START Records for the exercise
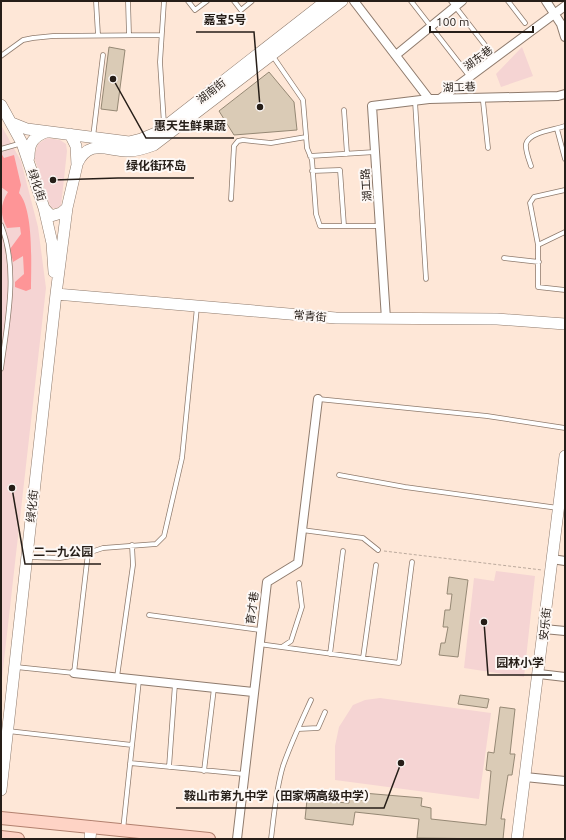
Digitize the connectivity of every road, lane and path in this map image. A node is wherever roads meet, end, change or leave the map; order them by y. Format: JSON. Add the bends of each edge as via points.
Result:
{"nodes":[{"id":1,"x":96,"y":1,"type":"edge"},
{"id":2,"x":128,"y":1,"type":"edge"},
{"id":3,"x":164,"y":1,"type":"edge"},
{"id":4,"x":188,"y":1,"type":"edge"},
{"id":5,"x":207,"y":1,"type":"edge"},
{"id":6,"x":234,"y":1,"type":"edge"},
{"id":7,"x":252,"y":1,"type":"edge"},
{"id":8,"x":326,"y":1,"type":"edge"},
{"id":9,"x":342,"y":1,"type":"edge"},
{"id":10,"x":354,"y":1,"type":"edge"},
{"id":11,"x":411,"y":1,"type":"edge"},
{"id":12,"x":462,"y":1,"type":"edge"},
{"id":13,"x":508,"y":1,"type":"edge"},
{"id":14,"x":546,"y":1,"type":"edge"},
{"id":15,"x":453,"y":4,"type":"edge"},
{"id":16,"x":565,"y":6,"type":"edge"},
{"id":17,"x":560,"y":18,"type":"edge"},
{"id":18,"x":525,"y":23,"type":"dead end"},
{"id":19,"x":431,"y":27,"type":"junction"},
{"id":20,"x":129,"y":35,"type":"junction"},
{"id":21,"x":161,"y":35,"type":"junction"},
{"id":22,"x":98,"y":36,"type":"junction"},
{"id":23,"x":565,"y":37,"type":"edge"},
{"id":24,"x":103,"y":55,"type":"dead end"},
{"id":25,"x":272,"y":55,"type":"junction"},
{"id":26,"x":396,"y":55,"type":"junction"},
{"id":27,"x":1,"y":56,"type":"edge"},
{"id":28,"x":495,"y":58,"type":"junction"},
{"id":29,"x":470,"y":77,"type":"junction"},
{"id":30,"x":565,"y":94,"type":"edge"},
{"id":31,"x":441,"y":98,"type":"junction"},
{"id":32,"x":430,"y":99,"type":"junction"},
{"id":33,"x":415,"y":101,"type":"junction"},
{"id":34,"x":483,"y":101,"type":"dead end"},
{"id":35,"x":1,"y":105,"type":"edge"},
{"id":36,"x":344,"y":110,"type":"dead end"},
{"id":37,"x":12,"y":123,"type":"junction"},
{"id":38,"x":565,"y":126,"type":"edge"},
{"id":39,"x":164,"y":127,"type":"junction"},
{"id":40,"x":557,"y":129,"type":"junction"},
{"id":41,"x":46,"y":132,"type":"junction"},
{"id":42,"x":70,"y":134,"type":"junction"},
{"id":43,"x":93,"y":137,"type":"junction"},
{"id":44,"x":306,"y":137,"type":"junction"},
{"id":45,"x":22,"y":143,"type":"junction"},
{"id":46,"x":488,"y":148,"type":"dead end"},
{"id":47,"x":1,"y":149,"type":"edge"},
{"id":48,"x":375,"y":152,"type":"junction"},
{"id":49,"x":347,"y":154,"type":"junction"},
{"id":50,"x":310,"y":156,"type":"junction"},
{"id":51,"x":565,"y":159,"type":"edge"},
{"id":52,"x":30,"y":162,"type":"junction"},
{"id":53,"x":77,"y":164,"type":"junction"},
{"id":54,"x":531,"y":166,"type":"dead end"},
{"id":55,"x":312,"y":170,"type":"junction"},
{"id":56,"x":565,"y":190,"type":"edge"},
{"id":57,"x":232,"y":200,"type":"dead end"},
{"id":58,"x":44,"y":208,"type":"junction"},
{"id":59,"x":67,"y":208,"type":"junction"},
{"id":60,"x":1,"y":225,"type":"edge"},
{"id":61,"x":344,"y":226,"type":"junction"},
{"id":62,"x":380,"y":226,"type":"junction"},
{"id":63,"x":565,"y":232,"type":"edge"},
{"id":64,"x":538,"y":245,"type":"junction"},
{"id":65,"x":504,"y":258,"type":"dead end"},
{"id":66,"x":539,"y":262,"type":"junction"},
{"id":67,"x":426,"y":279,"type":"dead end"},
{"id":68,"x":565,"y":290,"type":"edge"},
{"id":69,"x":56,"y":294,"type":"junction"},
{"id":70,"x":197,"y":307,"type":"junction"},
{"id":71,"x":386,"y":319,"type":"junction"},
{"id":72,"x":565,"y":324,"type":"edge"},
{"id":73,"x":1,"y":369,"type":"edge"},
{"id":74,"x":318,"y":398,"type":"joint"},
{"id":75,"x":565,"y":428,"type":"edge"},
{"id":76,"x":565,"y":456,"type":"edge"},
{"id":77,"x":339,"y":475,"type":"dead end"},
{"id":78,"x":563,"y":492,"type":"edge"},
{"id":79,"x":558,"y":508,"type":"junction"},
{"id":80,"x":302,"y":530,"type":"junction"},
{"id":81,"x":132,"y":545,"type":"junction"},
{"id":82,"x":378,"y":550,"type":"joint"},
{"id":83,"x":343,"y":551,"type":"dead end"},
{"id":84,"x":88,"y":553,"type":"junction"},
{"id":85,"x":27,"y":557,"type":"junction"},
{"id":86,"x":552,"y":560,"type":"junction"},
{"id":87,"x":565,"y":561,"type":"edge"},
{"id":88,"x":412,"y":562,"type":"dead end"},
{"id":89,"x":376,"y":564,"type":"dead end"},
{"id":90,"x":551,"y":571,"type":"junction"},
{"id":91,"x":299,"y":583,"type":"dead end"},
{"id":92,"x":149,"y":615,"type":"dead end"},
{"id":93,"x":544,"y":629,"type":"junction"},
{"id":94,"x":260,"y":630,"type":"junction"},
{"id":95,"x":565,"y":631,"type":"edge"},
{"id":96,"x":259,"y":644,"type":"junction"},
{"id":97,"x":281,"y":647,"type":"junction"},
{"id":98,"x":330,"y":654,"type":"junction"},
{"id":99,"x":363,"y":658,"type":"junction"},
{"id":100,"x":15,"y":667,"type":"junction"},
{"id":101,"x":74,"y":673,"type":"junction"},
{"id":102,"x":539,"y":674,"type":"junction"},
{"id":103,"x":565,"y":677,"type":"edge"},
{"id":104,"x":117,"y":678,"type":"junction"},
{"id":105,"x":138,"y":680,"type":"junction"},
{"id":106,"x":176,"y":684,"type":"junction"},
{"id":107,"x":214,"y":688,"type":"junction"},
{"id":108,"x":253,"y":692,"type":"junction"},
{"id":109,"x":312,"y":700,"type":"dead end"},
{"id":110,"x":325,"y":712,"type":"dead end"},
{"id":111,"x":298,"y":729,"type":"junction"},
{"id":112,"x":8,"y":731,"type":"junction"},
{"id":113,"x":132,"y":745,"type":"junction"},
{"id":114,"x":130,"y":763,"type":"junction"},
{"id":115,"x":169,"y":767,"type":"junction"},
{"id":116,"x":204,"y":770,"type":"junction"},
{"id":117,"x":244,"y":774,"type":"junction"},
{"id":118,"x":525,"y":777,"type":"junction"},
{"id":119,"x":565,"y":781,"type":"edge"},
{"id":120,"x":1,"y":790,"type":"edge"},
{"id":121,"x":1,"y":818,"type":"edge"},
{"id":122,"x":91,"y":826,"type":"junction"},
{"id":123,"x":123,"y":830,"type":"junction"},
{"id":124,"x":1,"y":837,"type":"edge"},
{"id":125,"x":18,"y":839,"type":"edge"},
{"id":126,"x":90,"y":839,"type":"edge"},
{"id":127,"x":208,"y":839,"type":"edge"},
{"id":128,"x":237,"y":839,"type":"edge"},
{"id":129,"x":272,"y":839,"type":"edge"},
{"id":130,"x":517,"y":839,"type":"edge"}],
"edges":[{"from":1,"to":22,"type":"lane"},
{"from":2,"to":20,"type":"lane"},
{"from":3,"to":21,"type":"lane"},
{"from":4,"to":5,"type":"lane","via":[[195,10]]},
{"from":6,"to":7,"type":"lane","via":[[241,10]]},
{"from":8,"to":39,"type":"main road","name":"湖南街"},
{"from":9,"to":25,"type":"main road","name":"湖南街"},
{"from":10,"to":26,"type":"street","name":"湖工巷"},
{"from":11,"to":19,"type":"lane"},
{"from":12,"to":15,"type":"street"},
{"from":13,"to":18,"type":"lane"},
{"from":14,"to":17,"type":"street"},
{"from":15,"to":19,"type":"street"},
{"from":15,"to":28,"type":"lane"},
{"from":16,"to":17,"type":"street","name":"湖东巷"},
{"from":17,"to":23,"type":"street"},
{"from":17,"to":28,"type":"street","name":"湖东巷"},
{"from":19,"to":26,"type":"street"},
{"from":19,"to":29,"type":"lane"},
{"from":20,"to":21,"type":"lane"},
{"from":20,"to":22,"type":"lane"},
{"from":21,"to":39,"type":"lane"},
{"from":22,"to":27,"type":"lane","via":[[53,36],[23,40]]},
{"from":24,"to":43,"type":"lane"},
{"from":25,"to":44,"type":"lane","via":[[302,100]]},
{"from":25,"to":53,"type":"main road","name":"湖南街","via":[[154,145],[129,151],[89,149],[83,152]]},
{"from":26,"to":32,"type":"street","name":"湖工巷"},
{"from":28,"to":29,"type":"street","name":"湖东巷"},
{"from":29,"to":31,"type":"street","name":"湖东巷"},
{"from":30,"to":31,"type":"street","name":"湖工巷"},
{"from":31,"to":32,"type":"street","name":"湖工巷"},
{"from":32,"to":33,"type":"street","name":"湖工路"},
{"from":33,"to":48,"type":"street","name":"湖工路","via":[[372,106]]},
{"from":33,"to":67,"type":"lane"},
{"from":34,"to":46,"type":"lane"},
{"from":35,"to":37,"type":"main road","name":"绿化街"},
{"from":36,"to":49,"type":"lane"},
{"from":37,"to":41,"type":"main road","name":"湖南街"},
{"from":37,"to":45,"type":"main road","name":"绿化街"},
{"from":38,"to":40,"type":"lane"},
{"from":39,"to":43,"type":"main road","name":"湖南街","via":[[134,141]]},
{"from":40,"to":51,"type":"lane"},
{"from":40,"to":54,"type":"lane","via":[[529,138],[526,145]]},
{"from":41,"to":42,"type":"main road","name":"湖南街"},
{"from":41,"to":52,"type":"main road","via":[[36,136],[32,141],[29,149]]},
{"from":42,"to":43,"type":"main road","name":"湖南街"},
{"from":42,"to":53,"type":"main road","name":"绿化街","via":[[76,146]]},
{"from":44,"to":50,"type":"lane"},
{"from":44,"to":57,"type":"lane","via":[[271,144],[238,141],[234,146]]},
{"from":45,"to":47,"type":"lane"},
{"from":45,"to":52,"type":"main road","name":"绿化街"},
{"from":48,"to":49,"type":"lane"},
{"from":48,"to":62,"type":"street","name":"湖工路"},
{"from":49,"to":50,"type":"lane"},
{"from":50,"to":55,"type":"lane"},
{"from":52,"to":58,"type":"main road","name":"绿化街"},
{"from":53,"to":59,"type":"main road","name":"绿化街"},
{"from":55,"to":61,"type":"lane","via":[[316,214],[320,226]]},
{"from":55,"to":61,"type":"lane","via":[[340,170]]},
{"from":56,"to":64,"type":"lane","via":[[534,197],[530,203]]},
{"from":58,"to":59,"type":"main road","via":[[51,216],[60,214]]},
{"from":58,"to":69,"type":"main road","name":"绿化街","via":[[52,243]]},
{"from":59,"to":69,"type":"main road","name":"绿化街"},
{"from":60,"to":73,"type":"lane","via":[[11,263],[8,320]]},
{"from":61,"to":62,"type":"lane"},
{"from":62,"to":71,"type":"street","name":"湖工路"},
{"from":63,"to":64,"type":"lane"},
{"from":64,"to":66,"type":"lane"},
{"from":65,"to":66,"type":"lane"},
{"from":66,"to":68,"type":"lane","via":[[538,286]]},
{"from":69,"to":70,"type":"main road","name":"常青街"},
{"from":69,"to":85,"type":"main road","name":"绿化街"},
{"from":70,"to":71,"type":"main road","name":"常青街","via":[[336,318]]},
{"from":70,"to":81,"type":"lane","via":[[182,458],[164,536],[156,544]]},
{"from":71,"to":72,"type":"main road","name":"常青街","via":[[498,319]]},
{"from":74,"to":75,"type":"lane","via":[[487,416]]},
{"from":74,"to":80,"type":"street","name":"育才巷"},
{"from":76,"to":78,"type":"main road","name":"安乐街"},
{"from":77,"to":79,"type":"lane"},
{"from":78,"to":79,"type":"main road","name":"安乐街"},
{"from":79,"to":86,"type":"main road","name":"安乐街"},
{"from":80,"to":82,"type":"lane","via":[[363,538]]},
{"from":80,"to":94,"type":"street","name":"育才巷","via":[[298,564],[267,582]]},
{"from":81,"to":84,"type":"lane","via":[[103,548]]},
{"from":81,"to":104,"type":"lane","via":[[133,565]]},
{"from":82,"to":90,"type":"path"},
{"from":83,"to":98,"type":"lane"},
{"from":84,"to":85,"type":"lane","via":[[60,558]]},
{"from":84,"to":101,"type":"lane"},
{"from":85,"to":100,"type":"main road","name":"绿化街"},
{"from":86,"to":87,"type":"street"},
{"from":86,"to":90,"type":"main road","name":"安乐街"},
{"from":88,"to":99,"type":"lane","via":[[399,663]]},
{"from":89,"to":99,"type":"lane"},
{"from":90,"to":93,"type":"main road","name":"安乐街"},
{"from":91,"to":97,"type":"lane","via":[[302,607],[291,641]]},
{"from":92,"to":94,"type":"lane"},
{"from":93,"to":95,"type":"street"},
{"from":93,"to":102,"type":"main road","name":"安乐街"},
{"from":94,"to":96,"type":"street","name":"育才巷"},
{"from":96,"to":97,"type":"lane"},
{"from":96,"to":108,"type":"street","name":"育才巷"},
{"from":97,"to":98,"type":"lane"},
{"from":98,"to":99,"type":"lane"},
{"from":100,"to":101,"type":"lane"},
{"from":100,"to":112,"type":"main road","name":"绿化街"},
{"from":101,"to":104,"type":"street"},
{"from":102,"to":103,"type":"street"},
{"from":102,"to":118,"type":"main road","name":"安乐街"},
{"from":104,"to":105,"type":"street"},
{"from":105,"to":106,"type":"street"},
{"from":105,"to":113,"type":"lane"},
{"from":106,"to":107,"type":"street"},
{"from":106,"to":115,"type":"lane"},
{"from":107,"to":108,"type":"street"},
{"from":107,"to":116,"type":"lane"},
{"from":108,"to":117,"type":"street","name":"育才巷"},
{"from":109,"to":111,"type":"lane"},
{"from":110,"to":111,"type":"lane","via":[[318,728]]},
{"from":111,"to":129,"type":"lane","via":[[281,774]]},
{"from":112,"to":113,"type":"lane"},
{"from":112,"to":120,"type":"main road","name":"绿化街"},
{"from":113,"to":114,"type":"lane"},
{"from":114,"to":115,"type":"lane"},
{"from":114,"to":123,"type":"lane"},
{"from":115,"to":116,"type":"lane"},
{"from":116,"to":117,"type":"lane"},
{"from":117,"to":128,"type":"street","name":"育才巷"},
{"from":118,"to":119,"type":"street"},
{"from":118,"to":130,"type":"main road","name":"安乐街"},
{"from":121,"to":122,"type":"main road"},
{"from":122,"to":123,"type":"main road"},
{"from":122,"to":126,"type":"main road"},
{"from":123,"to":127,"type":"main road"},
{"from":124,"to":125,"type":"main road"}]}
END Records for the exercise
▸ Instructions for the task:
Out of the records above, pull each line containing the word "joint".

▸ Task solution:
{"id":74,"x":318,"y":398,"type":"joint"},
{"id":82,"x":378,"y":550,"type":"joint"},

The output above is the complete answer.